This area had previously given me two 1797 and one 1800 Draped Bust Cents in VG condition and ironically for me, no British or Spanish coinage which seems to be the norm for my area. I got my permissions and permits in order, so it's time to hit this area using some Minelab technology with my Manticore.

This is my 7th Native American copper arrowhead in six years dating from the mid-1600s contact period through early 1700s. Four of them I donated to local museums, and three were featured in a recent book published on Eastern Long Island, NY Projectile Point typology. I show the newest find here as it came out of the ground, then washed and grouped together two other recent finds. This basic triangle type is the more common "trade points" that pop up in NE and upstate NY. It's interesting to see the styles and note that these three examples were found miles apart near estuaries in the absence of middens, lithics, pottery, or other habitation debris and artifacts. Which means they were most likely unretrieved shot isolates. If you look at the example that is my avatar, it shows a more complex design and is a match to examples found in NE relating to King Phillip's War. The Narragansett of RI were the powerhouse tribe in the region at the time of European colonization in the 1600s. The tribes in my area of Long Island paid tribute to them and traded their fine quahog wampum throughout the region. Sometimes the tribes skirmished with each other, especially from pressures brought about from colonization.
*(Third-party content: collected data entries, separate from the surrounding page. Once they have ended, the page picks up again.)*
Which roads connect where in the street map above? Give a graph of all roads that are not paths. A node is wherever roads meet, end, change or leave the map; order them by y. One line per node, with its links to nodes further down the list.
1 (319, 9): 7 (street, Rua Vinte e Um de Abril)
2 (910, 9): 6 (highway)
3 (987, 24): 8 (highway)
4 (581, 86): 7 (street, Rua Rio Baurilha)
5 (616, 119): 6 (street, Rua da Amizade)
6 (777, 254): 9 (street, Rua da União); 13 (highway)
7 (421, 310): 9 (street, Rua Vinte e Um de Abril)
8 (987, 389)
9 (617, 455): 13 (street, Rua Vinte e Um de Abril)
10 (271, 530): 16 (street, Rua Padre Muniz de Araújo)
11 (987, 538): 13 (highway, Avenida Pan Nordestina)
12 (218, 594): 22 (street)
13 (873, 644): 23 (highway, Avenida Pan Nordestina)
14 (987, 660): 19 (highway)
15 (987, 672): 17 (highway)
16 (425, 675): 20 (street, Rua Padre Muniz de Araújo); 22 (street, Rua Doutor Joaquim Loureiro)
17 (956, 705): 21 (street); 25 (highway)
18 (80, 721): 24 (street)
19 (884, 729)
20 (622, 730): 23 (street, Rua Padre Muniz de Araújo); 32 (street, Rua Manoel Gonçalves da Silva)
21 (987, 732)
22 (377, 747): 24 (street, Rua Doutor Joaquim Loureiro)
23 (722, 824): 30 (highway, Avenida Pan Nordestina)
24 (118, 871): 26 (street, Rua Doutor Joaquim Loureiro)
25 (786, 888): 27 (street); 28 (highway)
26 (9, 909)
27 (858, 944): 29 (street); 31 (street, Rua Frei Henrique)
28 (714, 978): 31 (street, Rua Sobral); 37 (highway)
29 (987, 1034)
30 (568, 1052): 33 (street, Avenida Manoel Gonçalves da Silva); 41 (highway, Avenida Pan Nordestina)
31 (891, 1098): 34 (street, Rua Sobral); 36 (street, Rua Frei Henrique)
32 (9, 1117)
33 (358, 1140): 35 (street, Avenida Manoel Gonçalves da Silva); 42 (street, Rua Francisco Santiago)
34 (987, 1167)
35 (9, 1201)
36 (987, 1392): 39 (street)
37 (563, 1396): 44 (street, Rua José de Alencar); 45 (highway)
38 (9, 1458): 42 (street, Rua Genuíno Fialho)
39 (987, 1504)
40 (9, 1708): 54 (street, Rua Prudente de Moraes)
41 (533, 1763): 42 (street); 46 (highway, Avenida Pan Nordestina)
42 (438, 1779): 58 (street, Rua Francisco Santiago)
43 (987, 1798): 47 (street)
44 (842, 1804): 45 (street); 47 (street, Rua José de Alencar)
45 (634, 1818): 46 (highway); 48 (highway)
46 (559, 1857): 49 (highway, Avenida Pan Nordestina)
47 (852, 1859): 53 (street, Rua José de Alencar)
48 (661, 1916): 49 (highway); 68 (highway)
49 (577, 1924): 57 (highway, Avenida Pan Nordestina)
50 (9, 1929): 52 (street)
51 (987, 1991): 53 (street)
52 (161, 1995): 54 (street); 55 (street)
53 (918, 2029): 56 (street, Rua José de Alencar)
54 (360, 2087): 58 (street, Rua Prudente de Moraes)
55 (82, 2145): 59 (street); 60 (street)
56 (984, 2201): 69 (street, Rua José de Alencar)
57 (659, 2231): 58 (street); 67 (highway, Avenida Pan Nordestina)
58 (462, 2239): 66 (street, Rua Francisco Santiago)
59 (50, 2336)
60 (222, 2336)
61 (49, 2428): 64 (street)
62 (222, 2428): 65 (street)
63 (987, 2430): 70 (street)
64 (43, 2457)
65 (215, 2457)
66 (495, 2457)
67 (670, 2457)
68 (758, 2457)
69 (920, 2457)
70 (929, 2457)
Ticks are heavy but I live, work, and play around them so I have learned to deal with them. I spray my rubber boots down with Sawyer's then apply Deep Woods Off in spray powder form at the top of the boots and my pant legs. I wear acid washed light denim to see any that might crawl up or attach from brush. I tuck in my long sleeve T shirt so that pushes any up towards the neck area where I will feel them. I have seen adult Lone Star ticks slog right through wet Sawyer's spray and keep moving upwards. I head right for the hot shower when I get out of the woods and wash my clothing. Fortunately, although I see many ticks and flick them off of my pant legs, I have yet to get bitten (knock on wood). The small ticks or nymph stage are tougher to see but less mobile. And I have noticed that the dry forest floor is not the worst for ticks. Trees are pushing leaves and transpiring in the high UV, so despite rain the forest floor is pretty desiccated. I always pull the leaf floor aside with my boots before digging. It's when you stop moving that you give them a chance to crawl up from ground level. I never set my machine down and always keep it propped up against my leg while digging. I stab my shovel in the ground upright. Today I was sticking my fingers into target holes so as to not damage any finds and got a little zing of poison ivy.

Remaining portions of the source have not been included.